Obviously you couldn't have known that you'd be settling on Iron but all in all your capital would be way better off 1W. Looking at it again that'd be one monster production capital as far as seaside capitals go with access to 3 hills, iron, marble and a plains cow.

I'm against settling on FP myself but sometimes - like this - you just have to bite the bullet and do it.
 
Game looks won, but why do you have so much gold stockpiled at this point in the game? Could have got education ages ago by running 100%.
 
@JFlemme
Yeah, settling cities is, unfortunately, not my strong point, with the biggest errors coming in settling the first city. I usually hate settling FP, thinking that it turns the tile into a desert tile, which sucks if you lose the city... but then again... why would you lose the city? I try keeping that in mind, but it always slips away. :)

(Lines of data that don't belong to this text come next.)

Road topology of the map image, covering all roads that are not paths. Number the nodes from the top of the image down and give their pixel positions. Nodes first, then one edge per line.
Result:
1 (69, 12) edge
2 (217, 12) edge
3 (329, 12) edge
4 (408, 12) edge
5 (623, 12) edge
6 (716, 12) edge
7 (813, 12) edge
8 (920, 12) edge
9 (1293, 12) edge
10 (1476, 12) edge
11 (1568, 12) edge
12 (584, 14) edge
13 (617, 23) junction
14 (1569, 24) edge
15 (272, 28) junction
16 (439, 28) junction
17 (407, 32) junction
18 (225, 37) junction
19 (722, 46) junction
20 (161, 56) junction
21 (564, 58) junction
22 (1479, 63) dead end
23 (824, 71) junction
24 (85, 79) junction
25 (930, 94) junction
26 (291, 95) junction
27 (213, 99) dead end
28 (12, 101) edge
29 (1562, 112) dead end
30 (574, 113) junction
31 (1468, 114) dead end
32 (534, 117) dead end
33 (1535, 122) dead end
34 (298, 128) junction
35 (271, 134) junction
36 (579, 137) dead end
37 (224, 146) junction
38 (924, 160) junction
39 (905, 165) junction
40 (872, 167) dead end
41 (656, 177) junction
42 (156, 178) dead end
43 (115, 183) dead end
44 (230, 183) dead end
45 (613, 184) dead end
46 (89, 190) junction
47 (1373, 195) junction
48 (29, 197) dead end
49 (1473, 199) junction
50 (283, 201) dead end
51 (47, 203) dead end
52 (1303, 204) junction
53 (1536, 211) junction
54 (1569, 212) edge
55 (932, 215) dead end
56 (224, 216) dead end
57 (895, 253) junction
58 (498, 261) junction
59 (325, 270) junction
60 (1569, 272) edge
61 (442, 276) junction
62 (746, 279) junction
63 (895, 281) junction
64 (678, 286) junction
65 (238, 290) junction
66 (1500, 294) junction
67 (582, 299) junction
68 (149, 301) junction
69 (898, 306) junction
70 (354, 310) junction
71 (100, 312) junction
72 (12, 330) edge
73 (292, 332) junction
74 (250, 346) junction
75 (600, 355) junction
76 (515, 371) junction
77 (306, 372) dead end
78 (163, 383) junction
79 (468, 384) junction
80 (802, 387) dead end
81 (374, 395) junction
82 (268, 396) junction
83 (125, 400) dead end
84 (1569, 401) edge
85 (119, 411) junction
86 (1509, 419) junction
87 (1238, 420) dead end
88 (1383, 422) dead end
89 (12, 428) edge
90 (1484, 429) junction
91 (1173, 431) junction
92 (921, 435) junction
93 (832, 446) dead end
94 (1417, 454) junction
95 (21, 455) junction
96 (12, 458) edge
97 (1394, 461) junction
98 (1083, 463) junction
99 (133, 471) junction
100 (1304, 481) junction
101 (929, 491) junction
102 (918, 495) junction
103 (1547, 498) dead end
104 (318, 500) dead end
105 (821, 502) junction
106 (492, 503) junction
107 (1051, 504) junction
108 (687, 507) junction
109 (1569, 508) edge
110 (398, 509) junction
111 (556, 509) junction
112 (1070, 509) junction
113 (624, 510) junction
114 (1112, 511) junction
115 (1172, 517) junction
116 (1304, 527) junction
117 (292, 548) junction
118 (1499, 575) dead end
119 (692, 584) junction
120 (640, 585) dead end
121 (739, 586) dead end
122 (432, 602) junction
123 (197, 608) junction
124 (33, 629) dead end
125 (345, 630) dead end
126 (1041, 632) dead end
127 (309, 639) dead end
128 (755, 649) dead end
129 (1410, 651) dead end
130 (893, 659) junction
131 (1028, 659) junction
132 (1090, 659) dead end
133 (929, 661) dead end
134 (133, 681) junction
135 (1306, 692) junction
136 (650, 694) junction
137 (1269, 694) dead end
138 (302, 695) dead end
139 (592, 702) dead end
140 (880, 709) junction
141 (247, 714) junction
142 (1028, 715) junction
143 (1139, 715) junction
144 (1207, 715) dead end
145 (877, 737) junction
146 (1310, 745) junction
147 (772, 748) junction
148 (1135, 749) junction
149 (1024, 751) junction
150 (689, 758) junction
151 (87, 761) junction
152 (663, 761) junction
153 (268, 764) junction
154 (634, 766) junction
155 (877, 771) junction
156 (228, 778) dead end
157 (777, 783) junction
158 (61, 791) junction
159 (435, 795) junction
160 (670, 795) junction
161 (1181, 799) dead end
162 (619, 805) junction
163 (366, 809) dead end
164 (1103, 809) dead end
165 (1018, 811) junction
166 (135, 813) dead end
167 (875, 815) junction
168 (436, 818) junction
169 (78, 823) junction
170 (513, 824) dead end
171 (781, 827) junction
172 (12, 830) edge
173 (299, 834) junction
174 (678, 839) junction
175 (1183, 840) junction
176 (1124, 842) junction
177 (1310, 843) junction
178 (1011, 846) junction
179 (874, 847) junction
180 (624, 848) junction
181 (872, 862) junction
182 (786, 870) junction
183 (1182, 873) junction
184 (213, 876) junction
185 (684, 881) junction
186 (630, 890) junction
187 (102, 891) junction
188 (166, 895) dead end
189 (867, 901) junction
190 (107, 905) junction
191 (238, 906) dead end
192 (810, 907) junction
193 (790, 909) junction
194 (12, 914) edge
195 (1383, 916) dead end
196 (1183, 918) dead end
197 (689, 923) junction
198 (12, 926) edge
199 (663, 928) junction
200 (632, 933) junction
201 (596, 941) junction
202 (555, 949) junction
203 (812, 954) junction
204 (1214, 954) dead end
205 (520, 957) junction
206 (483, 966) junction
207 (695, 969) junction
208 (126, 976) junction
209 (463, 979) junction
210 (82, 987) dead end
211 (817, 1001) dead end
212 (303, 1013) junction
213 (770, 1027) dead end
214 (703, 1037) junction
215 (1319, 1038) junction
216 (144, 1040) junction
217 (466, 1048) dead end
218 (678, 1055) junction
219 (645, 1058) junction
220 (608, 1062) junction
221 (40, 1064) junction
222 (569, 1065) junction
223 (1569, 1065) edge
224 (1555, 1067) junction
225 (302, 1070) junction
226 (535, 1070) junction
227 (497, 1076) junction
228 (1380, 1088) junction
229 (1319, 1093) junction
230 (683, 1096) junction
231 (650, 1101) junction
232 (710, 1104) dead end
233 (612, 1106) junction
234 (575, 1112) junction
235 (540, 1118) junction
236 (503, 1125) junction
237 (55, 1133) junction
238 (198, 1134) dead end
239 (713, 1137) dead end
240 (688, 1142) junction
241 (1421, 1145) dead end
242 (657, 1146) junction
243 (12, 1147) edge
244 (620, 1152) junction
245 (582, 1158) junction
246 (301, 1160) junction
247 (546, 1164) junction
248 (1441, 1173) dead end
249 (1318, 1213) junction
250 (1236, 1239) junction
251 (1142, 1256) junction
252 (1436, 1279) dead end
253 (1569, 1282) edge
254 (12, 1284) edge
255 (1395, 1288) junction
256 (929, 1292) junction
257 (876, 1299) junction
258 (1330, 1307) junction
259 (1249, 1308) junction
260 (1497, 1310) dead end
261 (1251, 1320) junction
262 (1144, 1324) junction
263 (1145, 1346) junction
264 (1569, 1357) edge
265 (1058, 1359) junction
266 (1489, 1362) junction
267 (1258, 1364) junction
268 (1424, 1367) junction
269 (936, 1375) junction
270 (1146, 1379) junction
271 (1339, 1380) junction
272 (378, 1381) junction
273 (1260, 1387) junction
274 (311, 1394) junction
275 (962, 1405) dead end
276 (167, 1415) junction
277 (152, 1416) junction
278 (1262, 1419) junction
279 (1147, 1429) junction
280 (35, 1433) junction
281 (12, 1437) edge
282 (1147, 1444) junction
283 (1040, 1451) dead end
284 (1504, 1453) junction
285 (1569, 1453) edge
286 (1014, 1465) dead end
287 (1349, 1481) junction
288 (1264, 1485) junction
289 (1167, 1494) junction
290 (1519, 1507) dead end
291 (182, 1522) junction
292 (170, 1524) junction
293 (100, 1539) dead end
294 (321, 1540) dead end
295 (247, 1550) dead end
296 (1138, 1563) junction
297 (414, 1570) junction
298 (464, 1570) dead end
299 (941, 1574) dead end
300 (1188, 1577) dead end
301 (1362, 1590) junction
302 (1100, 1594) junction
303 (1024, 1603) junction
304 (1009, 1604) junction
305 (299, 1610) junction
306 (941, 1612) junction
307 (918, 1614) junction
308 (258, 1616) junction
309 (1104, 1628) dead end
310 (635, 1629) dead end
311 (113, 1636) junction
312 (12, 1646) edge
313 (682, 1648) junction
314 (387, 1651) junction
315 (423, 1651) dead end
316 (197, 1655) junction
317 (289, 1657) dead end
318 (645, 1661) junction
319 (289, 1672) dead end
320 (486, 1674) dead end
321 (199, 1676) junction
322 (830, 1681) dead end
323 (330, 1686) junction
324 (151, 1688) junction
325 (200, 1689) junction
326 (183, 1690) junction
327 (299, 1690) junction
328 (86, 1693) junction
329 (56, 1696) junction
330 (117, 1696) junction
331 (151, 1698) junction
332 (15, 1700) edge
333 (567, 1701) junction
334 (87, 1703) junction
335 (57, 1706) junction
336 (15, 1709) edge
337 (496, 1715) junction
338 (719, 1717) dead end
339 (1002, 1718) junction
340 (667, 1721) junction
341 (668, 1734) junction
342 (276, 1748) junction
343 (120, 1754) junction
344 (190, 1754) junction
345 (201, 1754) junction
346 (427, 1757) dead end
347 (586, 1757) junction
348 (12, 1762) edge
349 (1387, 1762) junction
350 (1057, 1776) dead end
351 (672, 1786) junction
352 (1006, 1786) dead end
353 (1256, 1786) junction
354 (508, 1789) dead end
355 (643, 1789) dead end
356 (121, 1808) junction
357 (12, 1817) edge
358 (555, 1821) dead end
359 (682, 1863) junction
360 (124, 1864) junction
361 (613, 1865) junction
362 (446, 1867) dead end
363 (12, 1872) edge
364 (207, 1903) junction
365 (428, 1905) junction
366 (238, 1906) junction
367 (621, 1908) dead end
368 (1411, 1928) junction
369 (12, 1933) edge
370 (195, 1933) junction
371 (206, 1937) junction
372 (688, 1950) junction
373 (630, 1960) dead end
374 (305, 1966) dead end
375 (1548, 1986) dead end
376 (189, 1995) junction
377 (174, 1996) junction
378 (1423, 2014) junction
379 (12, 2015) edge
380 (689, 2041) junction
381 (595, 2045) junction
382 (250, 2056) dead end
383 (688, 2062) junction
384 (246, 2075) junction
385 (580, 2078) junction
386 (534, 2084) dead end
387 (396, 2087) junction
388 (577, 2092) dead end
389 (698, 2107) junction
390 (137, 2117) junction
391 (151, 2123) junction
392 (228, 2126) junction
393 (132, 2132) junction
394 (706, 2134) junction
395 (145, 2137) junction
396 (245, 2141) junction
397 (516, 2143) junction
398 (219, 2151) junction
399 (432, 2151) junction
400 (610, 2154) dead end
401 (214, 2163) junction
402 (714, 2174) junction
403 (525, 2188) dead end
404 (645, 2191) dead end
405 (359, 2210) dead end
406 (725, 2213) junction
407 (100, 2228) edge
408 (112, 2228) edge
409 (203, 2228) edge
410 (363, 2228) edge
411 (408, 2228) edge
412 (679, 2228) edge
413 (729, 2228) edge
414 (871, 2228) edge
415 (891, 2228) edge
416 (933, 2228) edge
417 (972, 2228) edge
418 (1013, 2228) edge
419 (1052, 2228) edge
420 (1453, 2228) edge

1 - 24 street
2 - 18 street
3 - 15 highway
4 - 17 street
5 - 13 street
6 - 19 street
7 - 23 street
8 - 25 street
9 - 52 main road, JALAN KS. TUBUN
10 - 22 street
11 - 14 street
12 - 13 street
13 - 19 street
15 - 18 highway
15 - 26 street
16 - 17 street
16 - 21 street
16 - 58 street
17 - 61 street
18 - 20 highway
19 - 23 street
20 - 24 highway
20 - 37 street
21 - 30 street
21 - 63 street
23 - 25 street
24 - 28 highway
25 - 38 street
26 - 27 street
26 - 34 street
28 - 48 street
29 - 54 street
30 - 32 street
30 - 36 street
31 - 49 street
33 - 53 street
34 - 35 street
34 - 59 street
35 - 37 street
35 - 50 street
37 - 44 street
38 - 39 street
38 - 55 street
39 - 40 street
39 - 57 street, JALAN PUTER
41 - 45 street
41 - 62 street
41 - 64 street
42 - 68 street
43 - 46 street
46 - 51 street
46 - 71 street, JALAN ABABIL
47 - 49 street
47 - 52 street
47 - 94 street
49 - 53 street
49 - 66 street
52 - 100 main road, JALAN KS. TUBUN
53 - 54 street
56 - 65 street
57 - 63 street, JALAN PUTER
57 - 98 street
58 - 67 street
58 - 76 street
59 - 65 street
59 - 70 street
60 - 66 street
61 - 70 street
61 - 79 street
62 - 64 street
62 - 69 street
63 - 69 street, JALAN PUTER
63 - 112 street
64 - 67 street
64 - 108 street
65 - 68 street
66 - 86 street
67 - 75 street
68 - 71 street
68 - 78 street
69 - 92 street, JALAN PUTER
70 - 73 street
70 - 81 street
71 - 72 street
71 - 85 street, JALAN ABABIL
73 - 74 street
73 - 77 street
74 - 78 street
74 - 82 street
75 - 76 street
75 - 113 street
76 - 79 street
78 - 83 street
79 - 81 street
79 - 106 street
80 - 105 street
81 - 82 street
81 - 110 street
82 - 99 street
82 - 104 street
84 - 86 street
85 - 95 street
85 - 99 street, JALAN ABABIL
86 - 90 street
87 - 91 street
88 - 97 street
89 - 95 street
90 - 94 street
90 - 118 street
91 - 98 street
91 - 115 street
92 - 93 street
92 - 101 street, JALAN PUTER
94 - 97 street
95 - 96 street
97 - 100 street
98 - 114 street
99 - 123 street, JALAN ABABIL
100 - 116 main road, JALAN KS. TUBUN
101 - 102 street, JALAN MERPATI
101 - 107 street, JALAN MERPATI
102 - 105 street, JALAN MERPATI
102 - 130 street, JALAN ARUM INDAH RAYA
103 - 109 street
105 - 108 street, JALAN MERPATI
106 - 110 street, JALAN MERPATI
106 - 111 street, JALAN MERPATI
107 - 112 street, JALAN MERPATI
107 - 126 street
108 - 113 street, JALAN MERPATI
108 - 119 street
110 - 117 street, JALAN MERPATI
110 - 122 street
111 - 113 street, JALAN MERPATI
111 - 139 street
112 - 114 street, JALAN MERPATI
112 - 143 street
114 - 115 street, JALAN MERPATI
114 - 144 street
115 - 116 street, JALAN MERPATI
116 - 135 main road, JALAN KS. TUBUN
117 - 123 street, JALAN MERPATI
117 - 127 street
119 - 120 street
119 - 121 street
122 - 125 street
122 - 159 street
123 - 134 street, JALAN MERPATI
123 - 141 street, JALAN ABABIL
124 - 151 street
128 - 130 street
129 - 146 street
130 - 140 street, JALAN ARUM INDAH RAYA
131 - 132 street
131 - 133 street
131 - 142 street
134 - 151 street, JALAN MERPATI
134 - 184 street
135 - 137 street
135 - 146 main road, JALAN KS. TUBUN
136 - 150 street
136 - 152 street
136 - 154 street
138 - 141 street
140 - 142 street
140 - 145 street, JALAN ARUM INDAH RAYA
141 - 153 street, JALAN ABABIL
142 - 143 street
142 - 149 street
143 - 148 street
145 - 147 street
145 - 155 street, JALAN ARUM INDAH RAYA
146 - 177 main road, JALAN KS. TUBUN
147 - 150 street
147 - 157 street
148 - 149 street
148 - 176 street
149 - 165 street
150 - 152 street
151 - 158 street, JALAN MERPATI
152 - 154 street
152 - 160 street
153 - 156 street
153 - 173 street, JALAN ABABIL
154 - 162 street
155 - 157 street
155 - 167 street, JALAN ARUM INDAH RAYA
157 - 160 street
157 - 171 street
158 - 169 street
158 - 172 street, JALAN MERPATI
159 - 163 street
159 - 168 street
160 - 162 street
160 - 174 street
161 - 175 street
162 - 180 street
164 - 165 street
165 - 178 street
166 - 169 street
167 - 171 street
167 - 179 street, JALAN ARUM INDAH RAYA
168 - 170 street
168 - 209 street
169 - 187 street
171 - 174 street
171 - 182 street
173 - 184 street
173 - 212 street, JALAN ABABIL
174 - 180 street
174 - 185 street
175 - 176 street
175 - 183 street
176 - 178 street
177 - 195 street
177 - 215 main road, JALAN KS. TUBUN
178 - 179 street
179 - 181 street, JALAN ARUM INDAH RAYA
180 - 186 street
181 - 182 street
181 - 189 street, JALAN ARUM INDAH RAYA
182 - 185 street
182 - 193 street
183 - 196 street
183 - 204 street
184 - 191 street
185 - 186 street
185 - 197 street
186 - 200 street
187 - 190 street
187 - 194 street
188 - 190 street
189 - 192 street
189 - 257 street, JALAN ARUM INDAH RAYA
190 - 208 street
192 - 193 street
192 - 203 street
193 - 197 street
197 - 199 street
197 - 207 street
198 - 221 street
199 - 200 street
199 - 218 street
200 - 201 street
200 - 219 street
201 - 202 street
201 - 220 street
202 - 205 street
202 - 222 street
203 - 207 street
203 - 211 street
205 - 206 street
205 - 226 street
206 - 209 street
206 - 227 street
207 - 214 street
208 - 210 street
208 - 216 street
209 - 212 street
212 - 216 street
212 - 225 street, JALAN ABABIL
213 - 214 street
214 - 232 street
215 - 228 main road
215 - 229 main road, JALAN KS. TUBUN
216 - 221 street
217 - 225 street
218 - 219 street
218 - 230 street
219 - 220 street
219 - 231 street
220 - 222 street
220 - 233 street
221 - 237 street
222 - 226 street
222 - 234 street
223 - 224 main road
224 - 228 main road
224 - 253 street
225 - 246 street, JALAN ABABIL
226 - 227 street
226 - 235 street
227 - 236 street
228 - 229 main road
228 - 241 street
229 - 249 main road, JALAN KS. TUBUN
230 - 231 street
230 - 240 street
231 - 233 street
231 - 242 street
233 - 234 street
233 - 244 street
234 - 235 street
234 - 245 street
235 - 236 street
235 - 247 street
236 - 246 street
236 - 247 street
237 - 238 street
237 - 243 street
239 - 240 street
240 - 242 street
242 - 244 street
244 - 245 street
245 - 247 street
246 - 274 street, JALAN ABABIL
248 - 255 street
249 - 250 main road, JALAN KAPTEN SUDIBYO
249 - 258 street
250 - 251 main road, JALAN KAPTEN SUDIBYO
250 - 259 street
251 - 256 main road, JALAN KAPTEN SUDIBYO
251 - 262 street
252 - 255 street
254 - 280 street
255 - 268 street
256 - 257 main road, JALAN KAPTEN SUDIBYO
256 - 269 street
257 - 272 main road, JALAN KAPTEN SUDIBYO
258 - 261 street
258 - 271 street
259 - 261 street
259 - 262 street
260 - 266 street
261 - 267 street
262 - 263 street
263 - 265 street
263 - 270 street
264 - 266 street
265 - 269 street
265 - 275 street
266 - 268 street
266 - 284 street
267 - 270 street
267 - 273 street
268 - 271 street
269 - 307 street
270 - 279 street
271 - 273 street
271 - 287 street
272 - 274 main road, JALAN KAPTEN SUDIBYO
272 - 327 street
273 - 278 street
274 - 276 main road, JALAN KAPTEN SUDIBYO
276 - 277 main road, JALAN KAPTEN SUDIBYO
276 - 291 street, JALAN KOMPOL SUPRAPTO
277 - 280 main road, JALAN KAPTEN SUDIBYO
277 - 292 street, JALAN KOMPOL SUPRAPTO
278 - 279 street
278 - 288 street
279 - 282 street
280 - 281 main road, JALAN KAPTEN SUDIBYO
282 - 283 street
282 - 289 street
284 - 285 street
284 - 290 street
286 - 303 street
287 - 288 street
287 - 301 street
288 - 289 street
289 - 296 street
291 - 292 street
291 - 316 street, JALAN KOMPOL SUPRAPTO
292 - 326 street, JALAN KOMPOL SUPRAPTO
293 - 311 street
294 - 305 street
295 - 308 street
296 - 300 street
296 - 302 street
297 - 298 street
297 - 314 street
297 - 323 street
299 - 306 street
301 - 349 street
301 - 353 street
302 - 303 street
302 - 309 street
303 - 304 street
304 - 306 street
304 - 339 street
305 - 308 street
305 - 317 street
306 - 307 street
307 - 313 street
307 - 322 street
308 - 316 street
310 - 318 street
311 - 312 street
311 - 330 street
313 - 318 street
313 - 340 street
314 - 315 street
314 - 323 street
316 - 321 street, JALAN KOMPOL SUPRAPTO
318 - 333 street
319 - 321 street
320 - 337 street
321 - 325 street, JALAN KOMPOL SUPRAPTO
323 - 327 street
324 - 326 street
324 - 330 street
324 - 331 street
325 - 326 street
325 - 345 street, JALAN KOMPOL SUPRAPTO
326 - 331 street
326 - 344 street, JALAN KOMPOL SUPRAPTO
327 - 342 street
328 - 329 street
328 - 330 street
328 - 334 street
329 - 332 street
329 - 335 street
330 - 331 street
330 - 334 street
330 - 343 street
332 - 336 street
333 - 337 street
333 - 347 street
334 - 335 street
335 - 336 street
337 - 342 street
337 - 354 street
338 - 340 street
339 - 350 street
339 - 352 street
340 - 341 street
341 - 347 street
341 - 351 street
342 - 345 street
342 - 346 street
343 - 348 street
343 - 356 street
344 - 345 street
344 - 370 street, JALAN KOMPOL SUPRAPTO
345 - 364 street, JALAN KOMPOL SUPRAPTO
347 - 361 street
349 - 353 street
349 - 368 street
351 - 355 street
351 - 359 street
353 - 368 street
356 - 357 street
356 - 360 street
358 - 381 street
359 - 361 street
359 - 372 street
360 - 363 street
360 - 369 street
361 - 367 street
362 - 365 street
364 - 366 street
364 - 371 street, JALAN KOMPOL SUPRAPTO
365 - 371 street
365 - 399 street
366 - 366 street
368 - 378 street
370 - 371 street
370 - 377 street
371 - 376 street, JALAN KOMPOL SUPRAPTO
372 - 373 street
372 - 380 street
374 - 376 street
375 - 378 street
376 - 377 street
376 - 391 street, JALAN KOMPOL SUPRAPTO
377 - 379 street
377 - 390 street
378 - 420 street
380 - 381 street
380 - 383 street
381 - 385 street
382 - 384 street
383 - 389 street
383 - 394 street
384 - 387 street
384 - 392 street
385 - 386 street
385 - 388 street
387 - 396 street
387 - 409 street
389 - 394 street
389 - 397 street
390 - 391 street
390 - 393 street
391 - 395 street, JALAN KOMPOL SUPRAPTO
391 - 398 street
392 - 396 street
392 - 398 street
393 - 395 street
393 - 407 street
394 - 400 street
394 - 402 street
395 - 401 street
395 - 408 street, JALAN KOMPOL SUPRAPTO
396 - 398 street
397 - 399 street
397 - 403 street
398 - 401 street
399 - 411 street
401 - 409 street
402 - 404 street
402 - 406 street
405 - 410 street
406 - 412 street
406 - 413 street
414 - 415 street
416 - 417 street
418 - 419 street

Anyway, you are right, it would have been easy to settle in place (you've estimated correctly :) - btw, how did you do that? I mean, how can you tell which of the FP was the starting point?)

@Inso
Some of it came from capturing Cuzco, but all in all, I try to tech with 100% tech rate and to pile up the gold until I can tech something all the way. And unfortunately, in this situation, I was undecided whether to bulb part of education or to tech it all the way, so that also had something to do with it. :(

Thank you all for your input! :D
Well, if anyone's interested, settling cities on other land masses turned out to be quite profitable. I still don't know how to compare this to a straight cottage economy, but up until the industrial age, I've been... more than competing. :)
 
It's obvious that the fp to the west is the starting point given how the clam to the south is adjacent to the cow. Different kinds of resources always have 1 tile between them with the only exception being the capital bfc.
 
GL economies, prioritize techs that will net you more from trade routes. Namely, optics and astronomy. As for the rest of your economy, play it with what suits your fewer land tiles. Whether it be hammer, specialists, or cottages doesn't matter. All the GLH does is help to offset fewer food resources, cottaged or work shopped tiles so that you can remain competitive in heavy sea-based maps.
 
Thanks!

I didn't think about biology in SE, but it makes a lot of sense, actually. :)
Every bio grassland farm can feed one specialist, right? So with rep, that would make it 9 beakers "from" each grassland farm, which really is more than a town with 100% science.

Hiring a specialist takes two citizens, cottage takes one. The correct way is to compare a specialist to two cottages.
 
Much has already been said, all I can say is that if you were still hungry for towns, is that you leverage your tech superiority and conquer some.